Segment Open

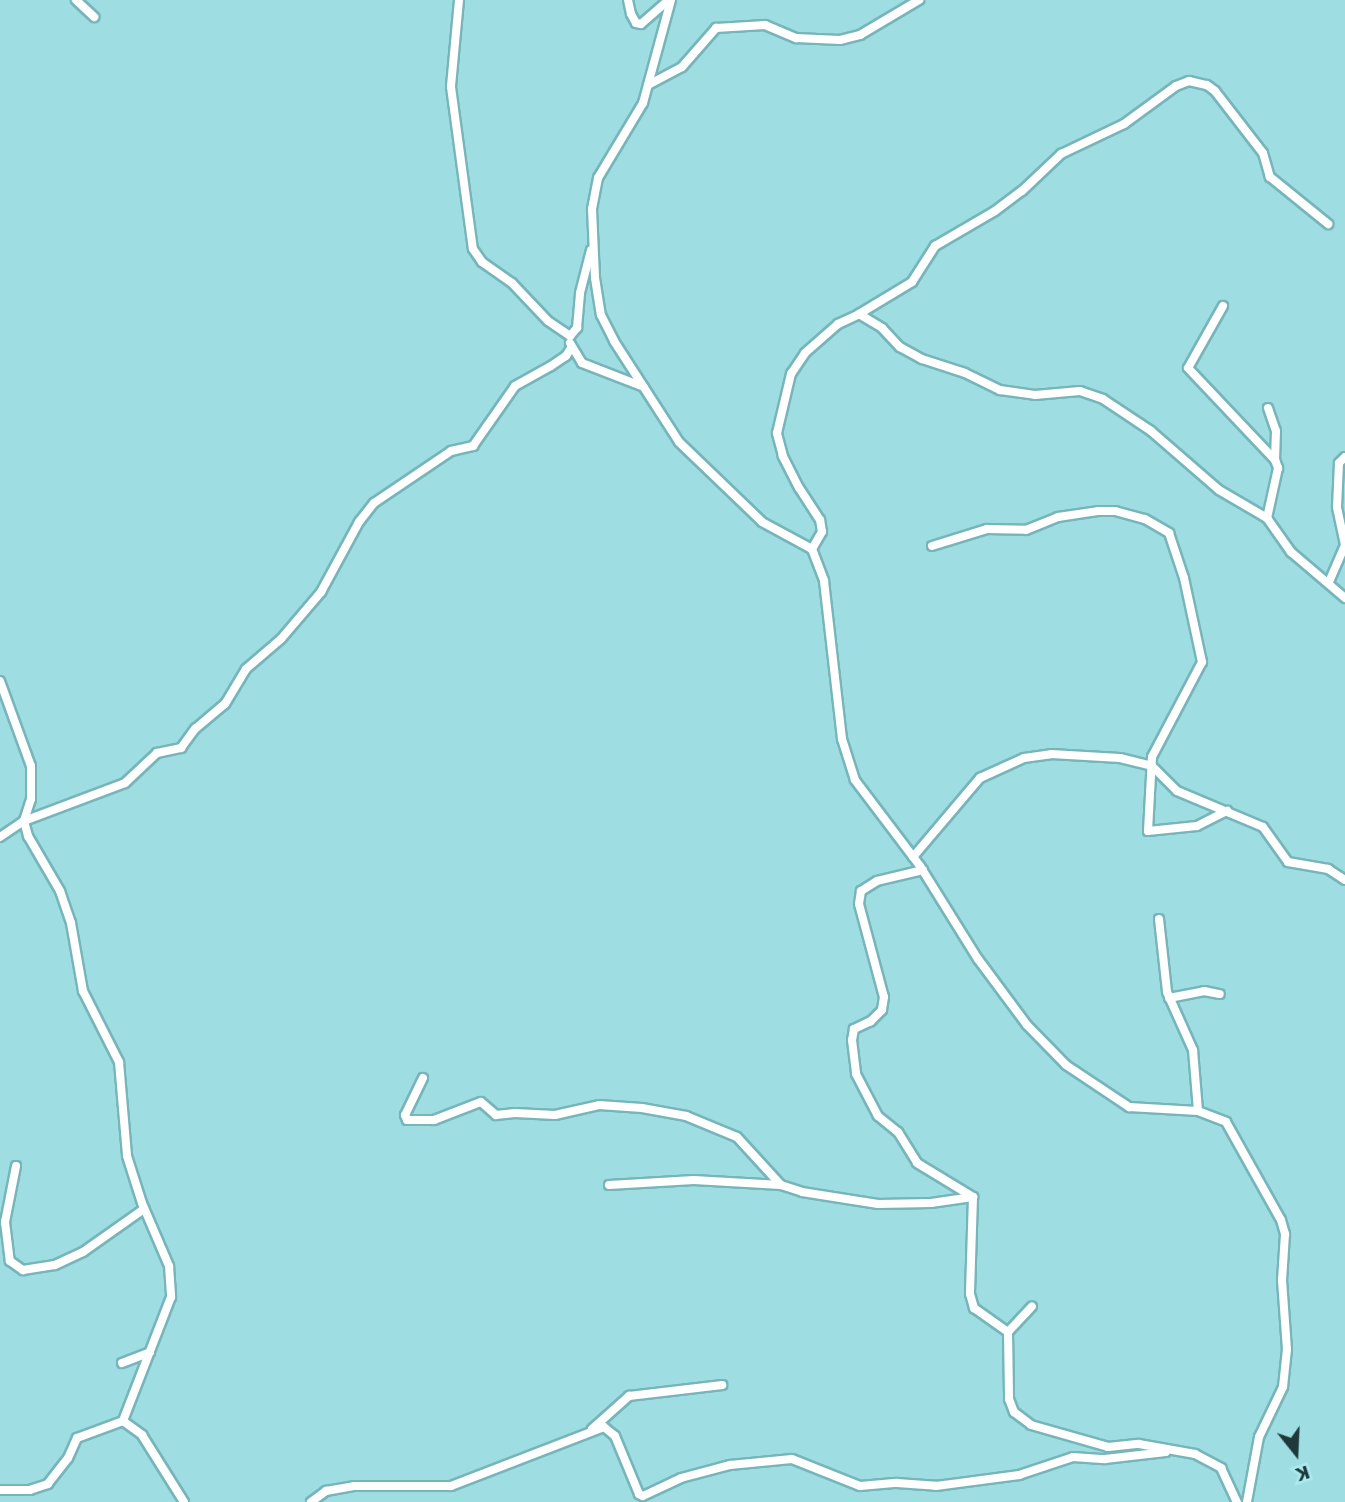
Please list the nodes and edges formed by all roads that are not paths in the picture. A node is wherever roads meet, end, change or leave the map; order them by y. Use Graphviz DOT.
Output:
graph roads {
  1 [pos="76,0"];
  2 [pos="459,0"];
  3 [pos="628,0"];
  4 [pos="670,0"];
  5 [pos="919,0"];
  6 [pos="94,17"];
  7 [pos="648,85"];
  8 [pos="1328,224"];
  9 [pos="593,240"];
  10 [pos="1223,306"];
  11 [pos="859,314"];
  12 [pos="570,336"];
  13 [pos="570,348"];
  14 [pos="644,387"];
  15 [pos="1268,408"];
  16 [pos="1345,457"];
  17 [pos="1275,460"];
  18 [pos="1267,518"];
  19 [pos="932,546"];
  20 [pos="812,549"];
  21 [pos="1329,582"];
  22 [pos="1345,598"];
  23 [pos="0,681"];
  24 [pos="1152,766"];
  25 [pos="1227,811"];
  26 [pos="24,821"];
  27 [pos="0,837"];
  28 [pos="913,857"];
  29 [pos="923,870"];
  30 [pos="1345,880"];
  31 [pos="1159,919"];
  32 [pos="1220,994"];
  33 [pos="1169,998"];
  34 [pos="423,1078"];
  35 [pos="1198,1111"];
  36 [pos="16,1167"];
  37 [pos="610,1185"];
  38 [pos="780,1185"];
  39 [pos="973,1197"];
  40 [pos="144,1209"];
  41 [pos="1032,1306"];
  42 [pos="1008,1332"];
  43 [pos="150,1352"];
  44 [pos="122,1363"];
  45 [pos="722,1385"];
  46 [pos="123,1421"];
  47 [pos="588,1433"];
  48 [pos="1171,1448"];
  49 [pos="0,1490"];
  50 [pos="184,1502"];
  51 [pos="311,1502"];
  52 [pos="1237,1502"];
  53 [pos="1247,1502"];
  1 -- 6 [label="street"];
  2 -- 12 [label="street"];
  3 -- 4 [label="street"];
  4 -- 7 [label="street"];
  5 -- 7 [label="street"];
  7 -- 9 [label="street"];
  8 -- 11 [label="street"];
  9 -- 12 [label="street"];
  9 -- 14 [label="street"];
  10 -- 17 [label="street"];
  11 -- 18 [label="street"];
  11 -- 20 [label="street"];
  12 -- 13 [label="street"];
  13 -- 14 [label="street"];
  13 -- 26 [label="street"];
  14 -- 20 [label="street"];
  15 -- 17 [label="street"];
  16 -- 21 [label="street"];
  17 -- 18 [label="street"];
  18 -- 21 [label="street"];
  19 -- 24 [label="street"];
  20 -- 28 [label="street"];
  21 -- 22 [label="street"];
  23 -- 26 [label="street"];
  24 -- 25 [label="street"];
  24 -- 25 [label="street"];
  24 -- 28 [label="street"];
  25 -- 30 [label="street"];
  26 -- 27 [label="street"];
  26 -- 40 [label="street"];
  28 -- 29 [label="street"];
  29 -- 35 [label="street"];
  29 -- 39 [label="street"];
  31 -- 33 [label="street"];
  32 -- 33 [label="street"];
  33 -- 35 [label="street"];
  34 -- 38 [label="street"];
  35 -- 53 [label="street"];
  36 -- 40 [label="street"];
  37 -- 38 [label="street"];
  38 -- 39 [label="street"];
  39 -- 42 [label="street"];
  40 -- 43 [label="street"];
  41 -- 42 [label="street"];
  42 -- 48 [label="street"];
  43 -- 44 [label="street"];
  43 -- 46 [label="street"];
  45 -- 47 [label="street"];
  46 -- 49 [label="street"];
  46 -- 50 [label="street"];
  47 -- 48 [label="street"];
  47 -- 51 [label="street"];
  48 -- 52 [label="street"];
}
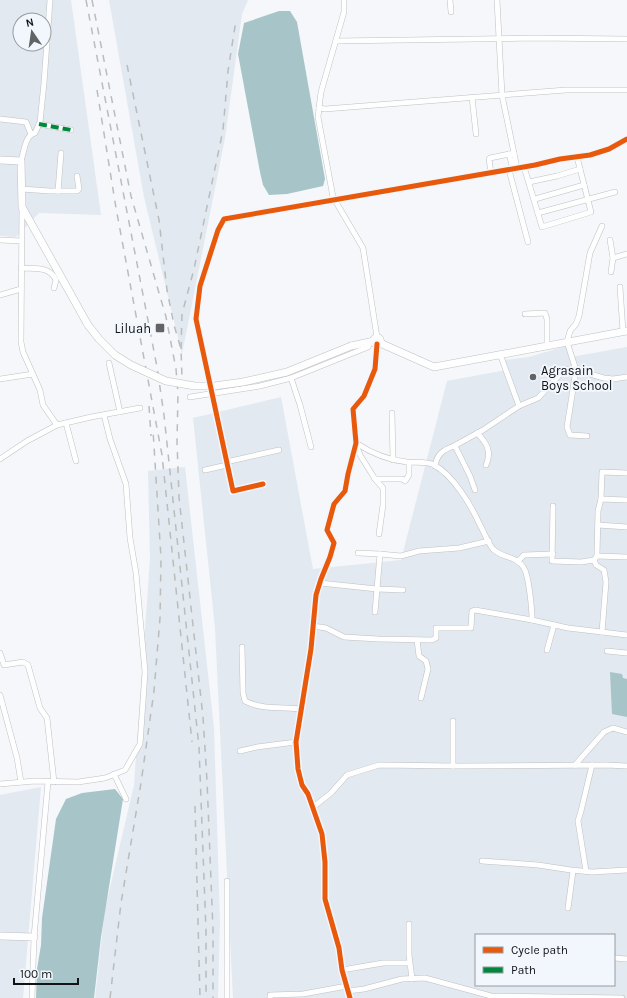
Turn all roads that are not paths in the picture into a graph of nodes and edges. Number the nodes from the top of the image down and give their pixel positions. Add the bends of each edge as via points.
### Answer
1 (50, 0) edge
2 (344, 0) edge
3 (450, 0) edge
4 (497, 0) edge
5 (451, 12) dead end
6 (500, 38) junction
7 (627, 39) edge
8 (336, 41) junction
9 (627, 90) edge
10 (502, 95) junction
11 (472, 97) junction
12 (319, 108) junction
13 (0, 118) edge
14 (39, 124) junction
15 (71, 130) dead end
16 (31, 134) junction
17 (476, 134) dead end
18 (627, 139) edge
19 (61, 153) dead end
20 (512, 153) junction
21 (577, 157) junction
22 (0, 160) edge
23 (21, 161) junction
24 (524, 167) junction
25 (513, 169) junction
26 (580, 169) junction
27 (491, 172) junction
28 (77, 176) dead end
29 (529, 182) junction
30 (584, 185) junction
31 (21, 189) junction
32 (58, 191) junction
33 (615, 192) dead end
34 (535, 199) junction
35 (335, 200) junction
36 (588, 200) junction
37 (22, 207) junction
38 (538, 213) junction
39 (602, 226) dead end
40 (0, 240) edge
41 (21, 240) junction
42 (610, 240) dead end
43 (528, 242) dead end
44 (627, 254) edge
45 (613, 258) junction
46 (21, 268) junction
47 (611, 272) dead end
48 (620, 287) dead end
49 (54, 288) dead end
50 (21, 289) junction
51 (0, 295) edge
52 (525, 314) dead end
53 (625, 331) edge
54 (376, 341) junction
55 (567, 342) junction
56 (547, 346) junction
57 (500, 354) junction
58 (108, 363) dead end
59 (576, 370) junction
60 (33, 374) junction
61 (627, 377) edge
62 (291, 378) junction
63 (0, 379) edge
64 (211, 393) junction
65 (190, 398) dead end
66 (519, 406) junction
67 (140, 408) dead end
68 (120, 412) junction
69 (392, 413) dead end
70 (104, 415) junction
71 (66, 423) junction
72 (57, 425) junction
73 (477, 433) junction
74 (587, 436) dead end
75 (356, 443) junction
76 (454, 446) junction
77 (311, 448) dead end
78 (279, 450) dead end
79 (0, 459) edge
80 (393, 460) junction
81 (76, 461) dead end
82 (409, 462) junction
83 (227, 463) junction
84 (486, 465) dead end
85 (435, 466) junction
86 (205, 470) dead end
87 (627, 473) edge
88 (375, 479) junction
89 (263, 484) dead end
90 (475, 490) dead end
91 (601, 499) junction
92 (627, 500) edge
93 (553, 506) dead end
94 (598, 525) junction
95 (627, 527) edge
96 (379, 534) dead end
97 (489, 541) junction
98 (358, 553) dead end
99 (380, 554) junction
100 (553, 554) junction
101 (627, 557) edge
102 (596, 558) junction
103 (518, 561) junction
104 (320, 583) junction
105 (377, 590) junction
106 (403, 590) dead end
107 (375, 612) dead end
108 (532, 620) junction
109 (554, 625) junction
110 (313, 626) junction
111 (602, 632) junction
112 (627, 634) edge
113 (417, 640) junction
114 (242, 647) dead end
115 (547, 650) dead end
116 (607, 651) dead end
117 (0, 653) edge
118 (627, 653) edge
119 (0, 695) edge
120 (420, 698) dead end
121 (302, 709) junction
122 (454, 721) dead end
123 (627, 732) edge
124 (296, 742) junction
125 (240, 751) dead end
126 (575, 765) junction
127 (592, 765) junction
128 (453, 766) junction
129 (627, 766) edge
130 (114, 774) junction
131 (21, 782) junction
132 (51, 782) junction
133 (0, 784) edge
134 (126, 798) dead end
135 (312, 808) junction
136 (482, 861) dead end
137 (627, 870) edge
138 (573, 871) junction
139 (586, 872) junction
140 (227, 882) dead end
141 (568, 908) dead end
142 (409, 924) dead end
143 (0, 936) edge
144 (34, 937) junction
145 (615, 958) edge
146 (627, 959) edge
147 (409, 963) junction
148 (342, 970) junction
149 (412, 979) junction
150 (347, 989) junction
151 (32, 998) edge
152 (227, 998) edge
153 (270, 998) edge
154 (350, 998) edge
155 (622, 998) edge

1 - 14 street
2 - 8 street via 344,12
3 - 5 street
4 - 6 street
6 - 7 street
6 - 8 street
6 - 10 street
8 - 12 street
9 - 10 street via 566,90
10 - 11 street
10 - 20 street
11 - 12 street
11 - 17 street
12 - 35 street via 318,117
13 - 16 street via 26,122
14 - 15 street
14 - 16 street via 35,133
16 - 23 street
18 - 21 street via 609,149
19 - 32 street
20 - 25 street
20 - 27 street via 490,158
21 - 24 street
21 - 26 street
22 - 23 street
23 - 31 street
24 - 25 street
24 - 29 street
25 - 27 street
25 - 43 street
26 - 29 street
26 - 30 street
27 - 35 street
28 - 32 street via 78,191
29 - 34 street
30 - 34 street
30 - 36 street
31 - 32 street
31 - 37 street
33 - 36 street
34 - 38 street
35 - 54 street via 363,248
35 - 64 street via 224,219 218,230 196,305 196,319
36 - 38 street
36 - 38 street via 591,212 542,227
37 - 41 street
37 - 54 street, bridge via 88,326 115,355 166,381 195,386 243,382 287,372 351,346
39 - 55 street via 590,253 579,316
40 - 41 street
41 - 46 street
42 - 45 street
44 - 45 street
45 - 47 street
46 - 49 street via 43,269 52,273 56,280
46 - 50 street
48 - 53 street
50 - 51 street
50 - 60 street via 21,342
52 - 56 street via 545,313
53 - 55 street
54 - 57 street via 434,366
54 - 62 street via 368,347
54 - 75 street via 375,369 364,396 353,409
55 - 56 street
55 - 59 street
56 - 57 street
57 - 66 street
58 - 68 street
59 - 61 street via 604,378
59 - 66 street via 564,370 538,398
59 - 74 street via 567,427 570,435
60 - 63 street
60 - 72 street via 43,405
62 - 64 street via 260,386
62 - 77 street
64 - 65 street
64 - 83 street
66 - 73 street
67 - 68 street
68 - 70 street
69 - 80 street
70 - 71 street
70 - 130 street via 126,484 145,672 140,744 125,770
71 - 72 street
71 - 81 street
72 - 79 street
73 - 76 street
73 - 84 street via 488,445 490,452
75 - 80 street via 375,454
75 - 88 street via 360,455
75 - 104 street via 345,491 334,504 327,530 334,543
76 - 85 street via 437,456
76 - 90 street
78 - 83 street
80 - 82 street
82 - 85 street
82 - 88 street via 409,475 405,481
83 - 86 street
83 - 89 street via 233,491
85 - 97 street via 458,486
87 - 91 street via 602,472
88 - 96 street via 383,488
91 - 92 street
91 - 94 street
93 - 100 street
94 - 95 street
94 - 102 street
97 - 99 street via 402,556
97 - 103 street via 494,550
98 - 99 street
99 - 105 street
100 - 102 street via 552,561 581,562
100 - 103 street via 524,555
101 - 102 street
102 - 111 street via 596,565 604,570 606,582
103 - 108 street via 524,570
104 - 105 street
104 - 110 street
105 - 106 street
105 - 107 street
108 - 109 street
108 - 113 street via 475,610 472,611 471,628 436,628 436,638
109 - 111 street
109 - 115 street
110 - 113 street via 326,628 344,637
110 - 121 street
111 - 112 street
113 - 120 street via 419,656 426,661 428,669
114 - 121 street via 245,701 267,707
116 - 118 street
117 - 132 street via 4,665 23,662 28,665 40,708 47,718
119 - 131 street
121 - 124 street
122 - 128 street
123 - 126 street via 613,728 604,732
124 - 125 street
124 - 135 street via 298,769
126 - 127 street
126 - 128 street
127 - 129 street
127 - 139 street via 578,821
128 - 135 street via 379,765 347,775 331,793
130 - 132 street via 78,782
130 - 134 street
131 - 132 street
131 - 133 street
132 - 144 street
135 - 148 street via 322,834 325,899 339,948
136 - 138 street via 538,865
137 - 139 street
138 - 139 street
138 - 141 street
140 - 152 street
142 - 147 street
143 - 144 street
144 - 151 street
145 - 146 street
147 - 148 street via 383,963
147 - 149 street
148 - 150 street
149 - 150 street via 402,979 364,989
149 - 155 street via 425,978 491,996
150 - 153 street via 270,995
150 - 154 street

Segment Closed

In the records above, find each line with the string "edges" and list it.

Please list the nodes and edges formed by all roads that are not paths in the picture. A node is wherever roads meet, end, change or leave the map; order them by y. Use Graphviz DOT.
Turn all roads that are not paths in the picture into a graph of nodes and edges. Number the nodes from the top of the image down and give their pixel positions. Add the bends of each edge as via points.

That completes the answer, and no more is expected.